Pirelli outlines 2023 Formula 1 tire test plans for Austin and Suzuka : PlanetF1


Pirelli’s Mario Isola explained plans for the 2023 tire compound tests which have been scheduled for free practice at two of the remaining races this year.

As the 2022 season enters its final stages, attention is slowly but surely turning to 2023. As this is the first year for the new 18-inch wheels, adjustments to Pirelli’s 2023 tire lineup are expected to be made.

For this to happen Pirelli needs to carry out real-world testing on the new generation of Formula 1 cars and with such a busy racing schedule the intention is to carry out tire testing during testing for the United States and Japanese Grand Prix over the next few weeks.

Isola explained the plans as he spoke to the media during the Italian Grand Prix, as he revealed that the intention of the 2023 compounds is to help reduce understeer as a feature.

The second practice sessions at Austin and Suzuka will be extended to 90 minutes to allow for tire testing, with the teams set to run on unmarked compounds that only Pirelli will know.

“The plan is to primarily test compounds,” Isola explained.

“We have the option of using FP2 which will be 90 minutes and not 60 – all 20 cars running different plans. As usual they are blind so the teams won’t know what they are testing.

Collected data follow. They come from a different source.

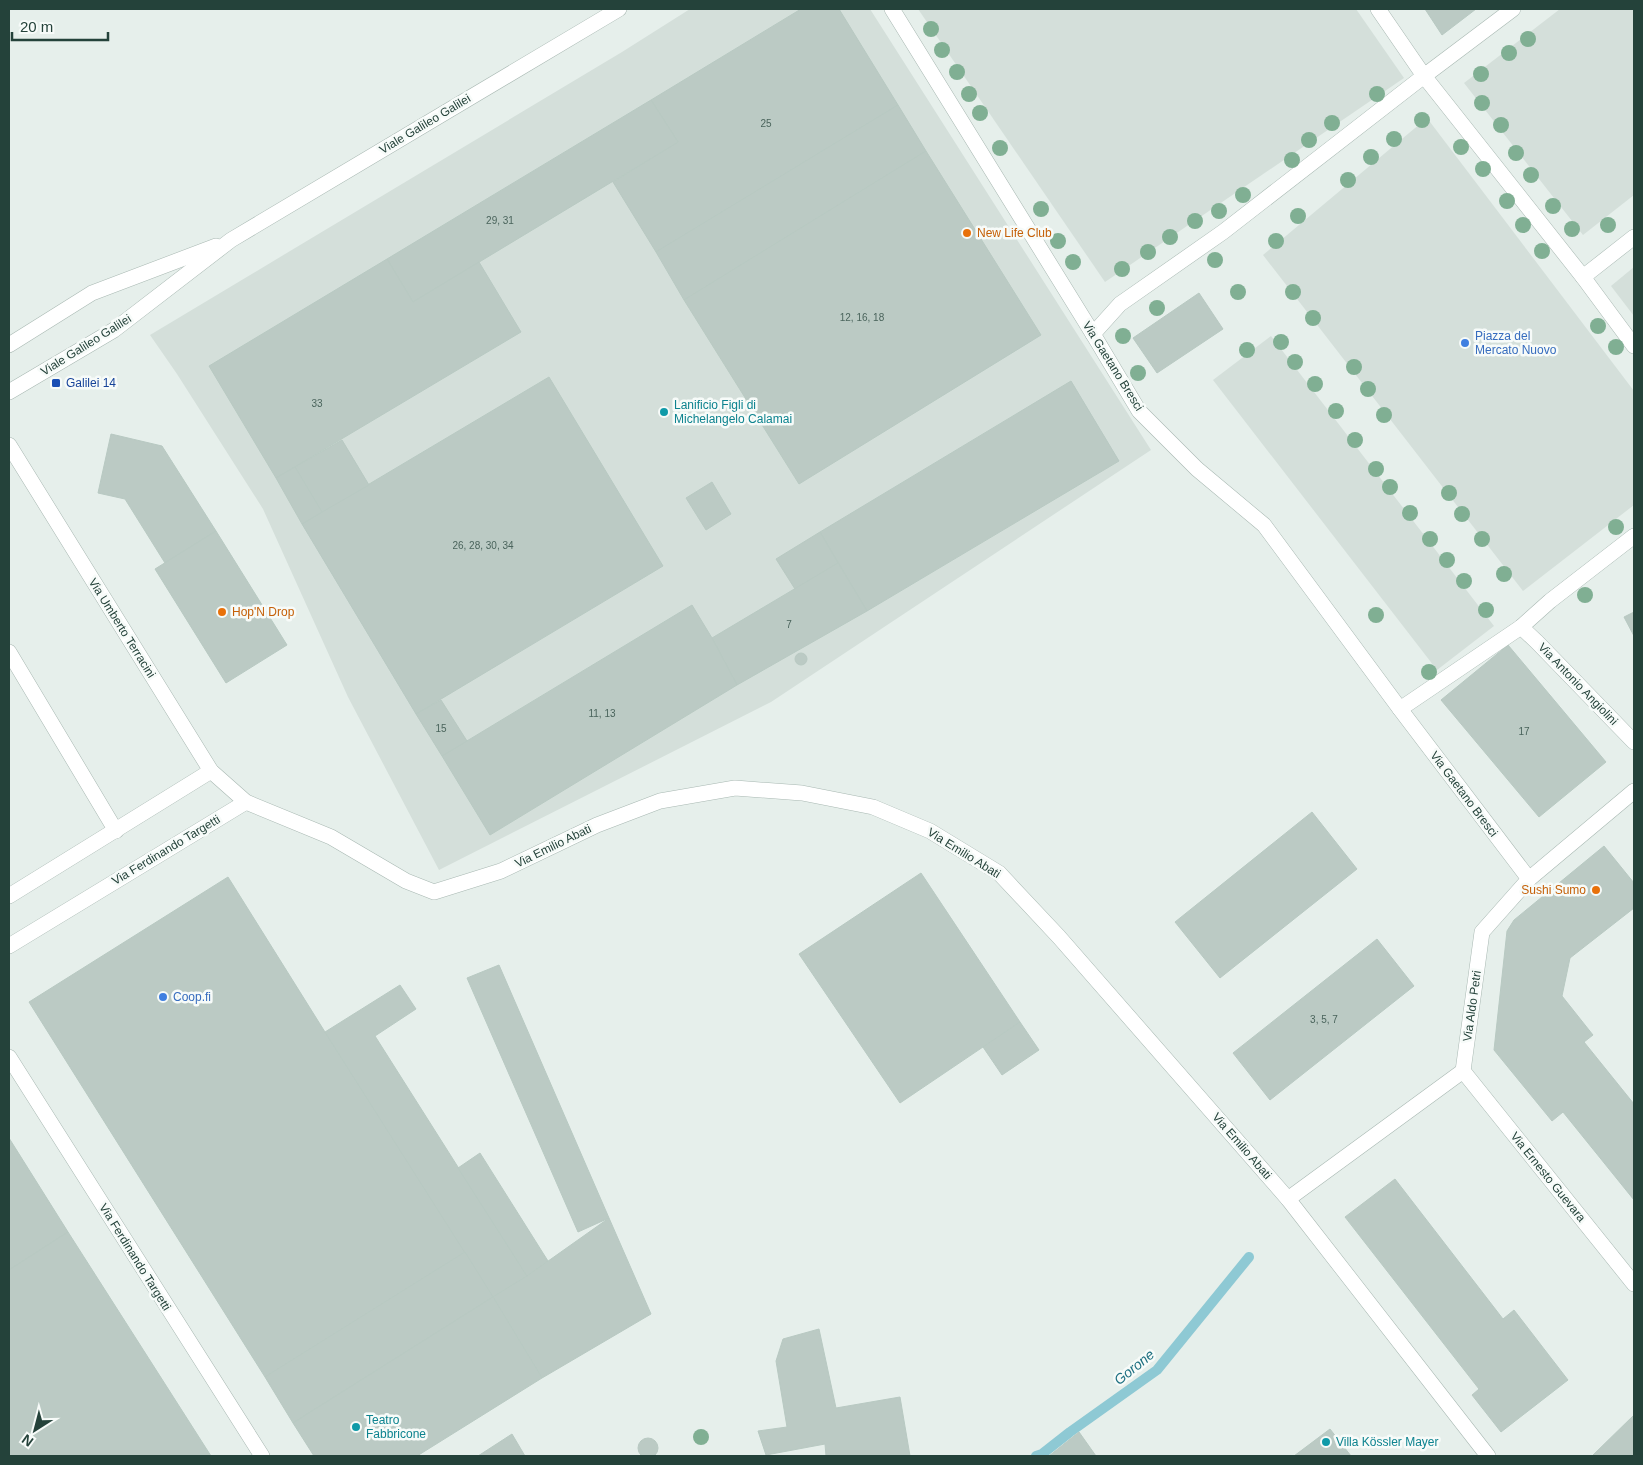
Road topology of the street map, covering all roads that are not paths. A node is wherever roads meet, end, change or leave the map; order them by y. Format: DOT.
graph roads {
  1 [pos="619,9"];
  2 [pos="892,9"];
  3 [pos="1378,9"];
  4 [pos="1513,9"];
  5 [pos="1424,76"];
  6 [pos="1634,237"];
  7 [pos="231,240"];
  8 [pos="1583,277"];
  9 [pos="1093,334"];
  10 [pos="9,345"];
  11 [pos="1634,346"];
  12 [pos="9,392"];
  13 [pos="9,445"];
  14 [pos="1634,536"];
  15 [pos="1521,628"];
  16 [pos="9,652"];
  17 [pos="1400,709"];
  18 [pos="1634,742"];
  19 [pos="211,771"];
  20 [pos="1634,791"];
  21 [pos="246,802"];
  22 [pos="116,831"];
  23 [pos="1529,879"];
  24 [pos="9,896"];
  25 [pos="9,946"];
  26 [pos="9,1057"];
  27 [pos="1463,1071"];
  28 [pos="1288,1199"];
  29 [pos="1634,1284"];
  30 [pos="262,1456"];
  31 [pos="1488,1456"];
  1 -- 7 [label="street, Viale Galileo Galilei"];
  2 -- 9 [label="street, Via Gaetano Bresci"];
  3 -- 5 [label="street"];
  4 -- 5 [label="street"];
  5 -- 8 [label="street"];
  5 -- 9 [label="street"];
  6 -- 8 [label="street"];
  7 -- 10 [label="street, Viale Galileo Galilei"];
  7 -- 12 [label="street, Viale Galileo Galilei"];
  8 -- 11 [label="street"];
  9 -- 17 [label="street, Via Gaetano Bresci"];
  13 -- 19 [label="street, Via Umberto Terracini"];
  14 -- 15 [label="street"];
  15 -- 17 [label="street"];
  15 -- 18 [label="street, Via Antonio Angiolini"];
  16 -- 22 [label="street"];
  17 -- 23 [label="street, Via Gaetano Bresci"];
  19 -- 21 [label="street, Via Umberto Terracini"];
  19 -- 22 [label="street"];
  20 -- 23 [label="street, Via Aldo Petri"];
  21 -- 25 [label="street, Via Ferdinando Targetti"];
  21 -- 28 [label="street, Via Emilio Abati"];
  22 -- 24 [label="street"];
  23 -- 27 [label="street, Via Aldo Petri"];
  26 -- 30 [label="street, Via Ferdinando Targetti"];
  27 -- 28 [label="street"];
  27 -- 29 [label="street, Via Ernesto Guevara"];
  28 -- 31 [label="street, Via Emilio Abati"];
}
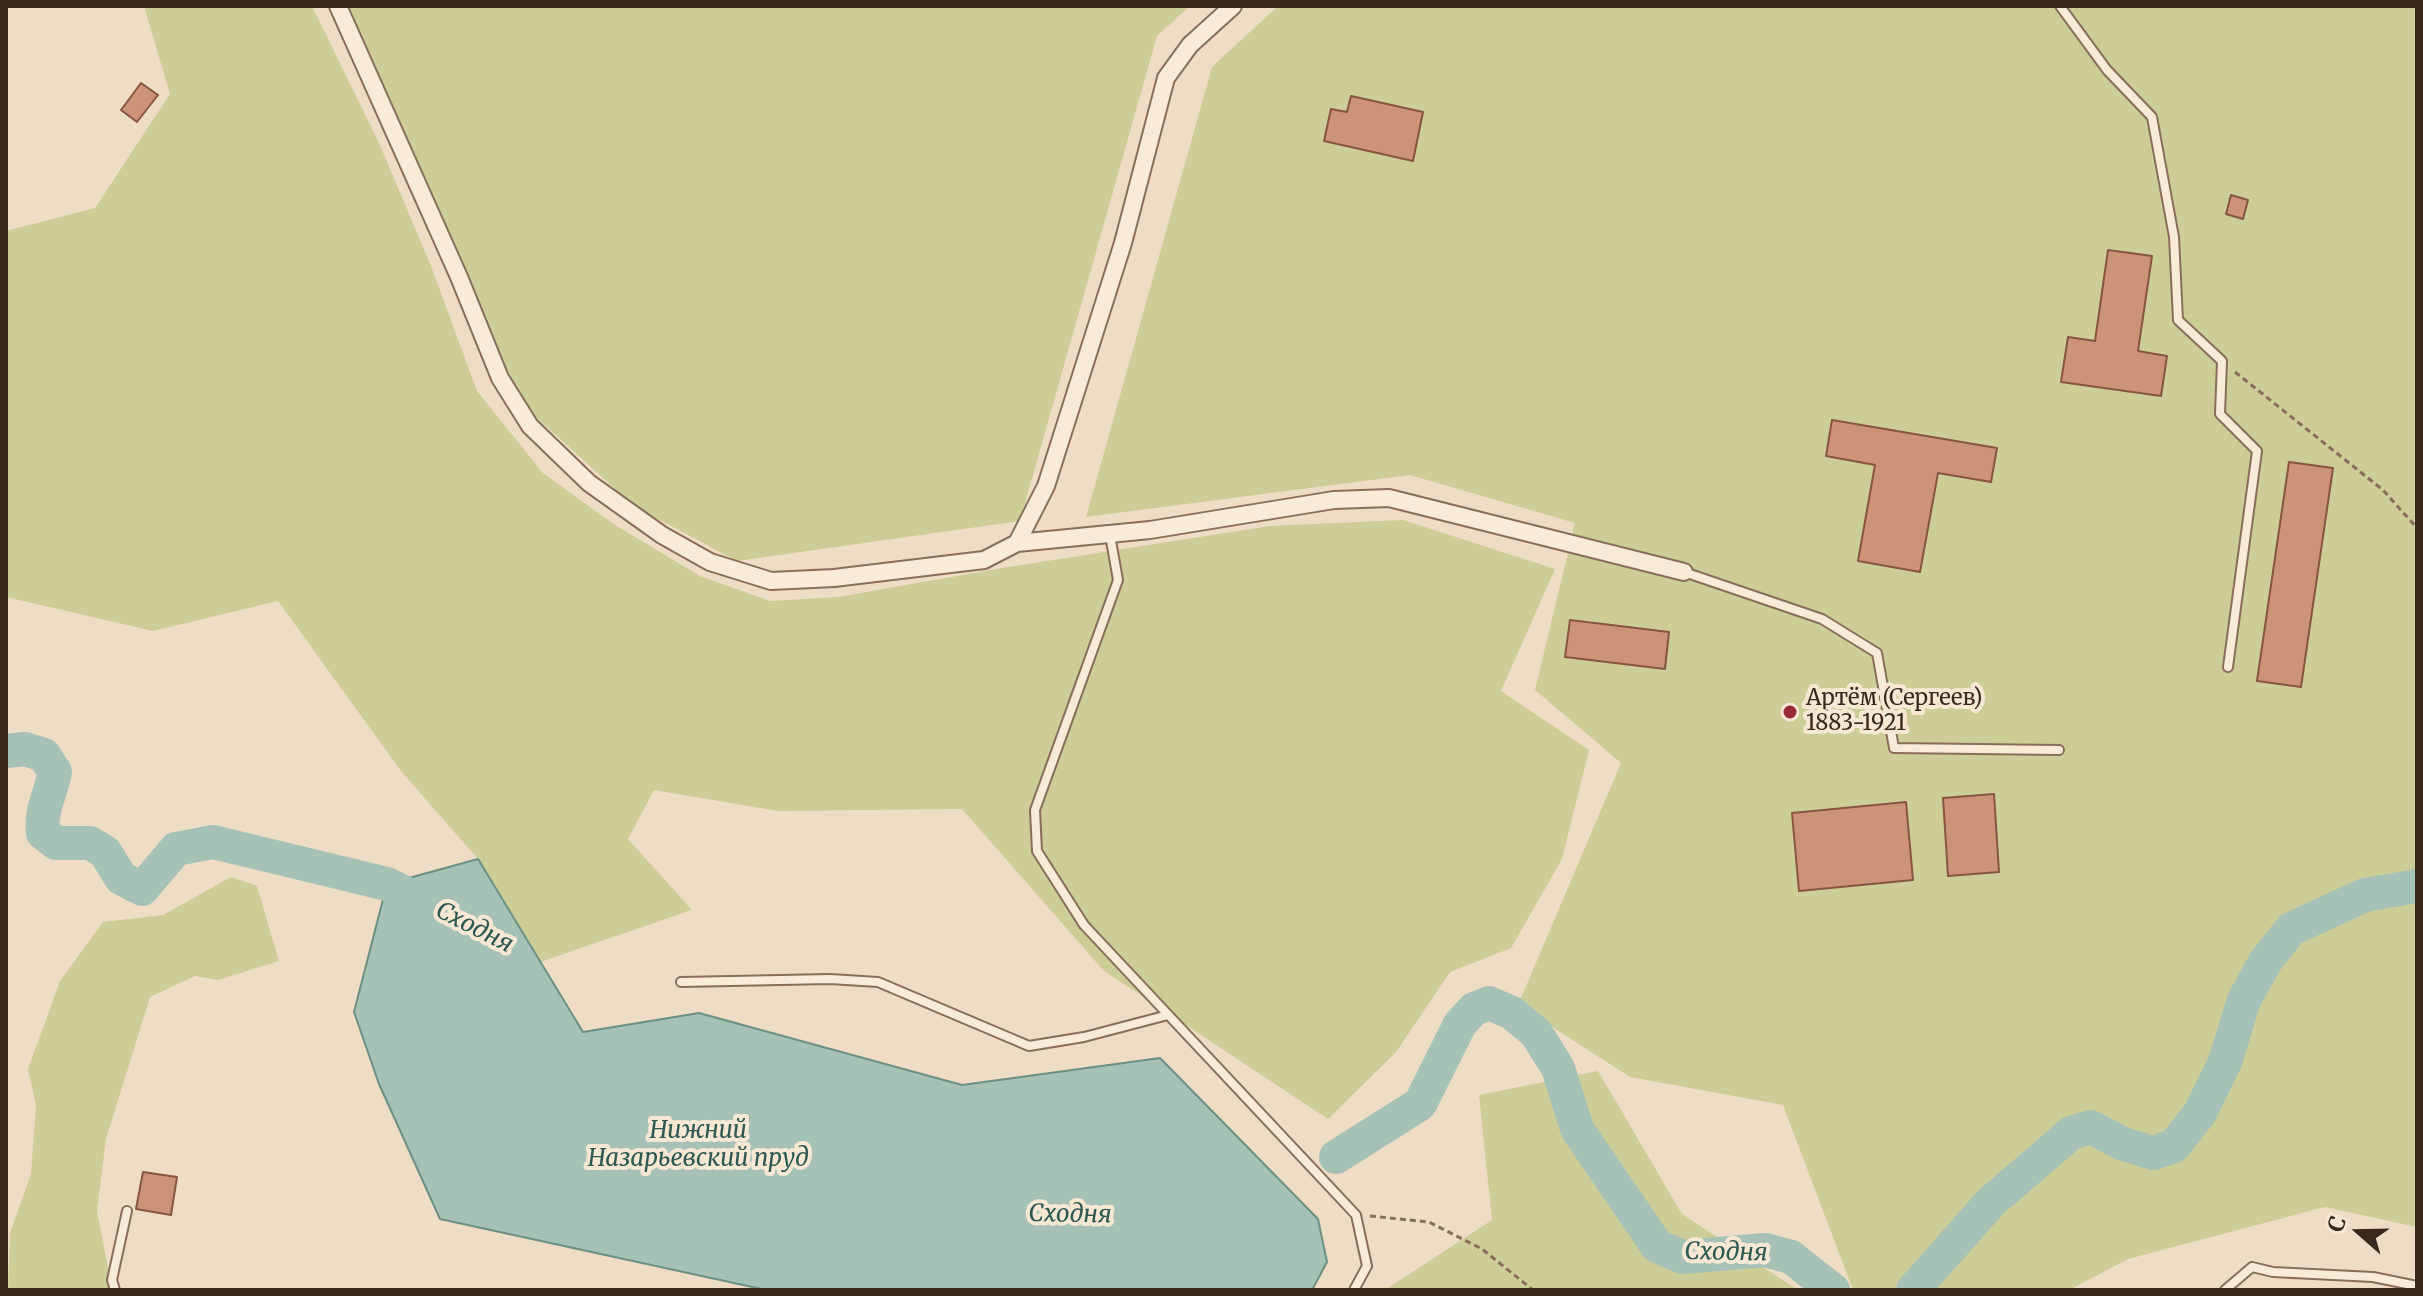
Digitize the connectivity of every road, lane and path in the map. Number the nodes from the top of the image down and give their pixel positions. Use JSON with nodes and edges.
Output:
{"nodes":[{"id":1,"x":338,"y":6,"type":"edge"},
{"id":2,"x":1233,"y":6,"type":"edge"},
{"id":3,"x":2060,"y":6,"type":"edge"},
{"id":4,"x":2222,"y":361,"type":"junction"},
{"id":5,"x":2417,"y":528,"type":"edge"},
{"id":6,"x":1110,"y":534,"type":"junction"},
{"id":7,"x":1017,"y":543,"type":"junction"},
{"id":8,"x":1684,"y":572,"type":"joint"},
{"id":9,"x":2228,"y":667,"type":"dead end"},
{"id":10,"x":2059,"y":750,"type":"dead end"},
{"id":11,"x":681,"y":982,"type":"dead end"},
{"id":12,"x":1168,"y":1015,"type":"junction"},
{"id":13,"x":127,"y":1211,"type":"dead end"},
{"id":14,"x":1356,"y":1215,"type":"junction"},
{"id":15,"x":2417,"y":1286,"type":"edge"},
{"id":16,"x":115,"y":1290,"type":"edge"},
{"id":17,"x":1354,"y":1290,"type":"edge"},
{"id":18,"x":1533,"y":1290,"type":"edge"},
{"id":19,"x":2225,"y":1290,"type":"edge"}],
"edges":[{"from":1,"to":7,"type":"street"},
{"from":2,"to":7,"type":"street"},
{"from":3,"to":4,"type":"lane"},
{"from":4,"to":5,"type":"path"},
{"from":4,"to":9,"type":"lane"},
{"from":6,"to":7,"type":"street"},
{"from":6,"to":8,"type":"street"},
{"from":6,"to":12,"type":"lane"},
{"from":8,"to":10,"type":"lane"},
{"from":11,"to":12,"type":"lane"},
{"from":12,"to":14,"type":"lane"},
{"from":13,"to":16,"type":"lane"},
{"from":14,"to":17,"type":"lane"},
{"from":14,"to":18,"type":"path"},
{"from":15,"to":19,"type":"lane"}]}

“But it’s really important to us. It’s important to find new testing opportunities because with such a busy schedule, with 24 races next year, it will be… I don’t mean almost impossible to find the space to test but the European season is longer. short.

“Staying on track on Tuesday and Wednesday after the race is difficult, so we have to find new opportunities. The teams have been very collaborative with us to find solutions and one solution is to test during free practice.

“I know it’s a big effort on their part because they’re fighting for the championship and they’re going to lose a session, but it’s really important for us to deliver a product next year that’s even better compared to what we have this year.

“We are happy with the current product, but we know the teams are developing the cars and the performance is increasing. to be sure that we are heading in the right direction to have an even better championship next year.

Since the extended practice session has the unintended consequence of increasing the team’s engine mileage, Isola said the intent was to keep practice mileage within its usual range.

“We plan to give them race plans with similar mileage to what they have in a normal FP2,” he said.

“All the teams will do the same number of laps with blind prototypes, as I said. We try not to change the construction too much during this test because they have the car set up for the race weekend, it is so important that we don’t have a completely different build and force them to change the setup of the car too much.

“So working with the teams, we try to come up with some clever solutions in order to give us the opportunity to test and not disrupt the weekend too much for them.”